## Exercise directions
From the records below, determine the number of lines containing "Ruscote". Output that number alone.

Collected data entries:
-*-

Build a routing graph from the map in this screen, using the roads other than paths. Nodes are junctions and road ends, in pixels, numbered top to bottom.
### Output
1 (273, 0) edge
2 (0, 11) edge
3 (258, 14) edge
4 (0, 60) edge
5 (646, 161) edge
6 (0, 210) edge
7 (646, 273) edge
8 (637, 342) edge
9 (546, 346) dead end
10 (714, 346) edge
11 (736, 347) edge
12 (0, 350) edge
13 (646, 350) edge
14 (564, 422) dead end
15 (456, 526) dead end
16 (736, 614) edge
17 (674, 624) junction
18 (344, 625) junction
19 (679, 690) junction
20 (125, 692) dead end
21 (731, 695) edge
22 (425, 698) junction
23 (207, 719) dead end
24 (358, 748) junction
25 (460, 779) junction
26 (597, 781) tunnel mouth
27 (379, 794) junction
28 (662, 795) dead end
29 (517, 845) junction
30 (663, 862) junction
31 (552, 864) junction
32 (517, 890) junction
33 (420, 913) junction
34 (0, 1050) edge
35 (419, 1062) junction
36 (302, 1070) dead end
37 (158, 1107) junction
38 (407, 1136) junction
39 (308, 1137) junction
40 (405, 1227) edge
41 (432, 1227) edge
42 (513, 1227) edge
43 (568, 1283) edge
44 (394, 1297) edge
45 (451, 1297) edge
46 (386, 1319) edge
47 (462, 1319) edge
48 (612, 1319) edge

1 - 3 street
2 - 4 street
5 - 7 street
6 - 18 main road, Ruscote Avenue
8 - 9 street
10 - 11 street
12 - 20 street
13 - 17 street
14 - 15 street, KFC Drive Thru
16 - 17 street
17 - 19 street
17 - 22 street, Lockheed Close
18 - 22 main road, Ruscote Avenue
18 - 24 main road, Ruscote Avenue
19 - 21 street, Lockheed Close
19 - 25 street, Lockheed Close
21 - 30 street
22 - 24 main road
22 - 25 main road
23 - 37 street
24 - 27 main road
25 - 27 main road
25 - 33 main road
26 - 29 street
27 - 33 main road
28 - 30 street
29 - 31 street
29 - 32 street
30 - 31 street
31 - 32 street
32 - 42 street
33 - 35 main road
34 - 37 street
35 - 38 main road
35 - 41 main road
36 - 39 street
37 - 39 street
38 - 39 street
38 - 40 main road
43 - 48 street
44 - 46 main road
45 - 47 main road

-*-

## Written response
3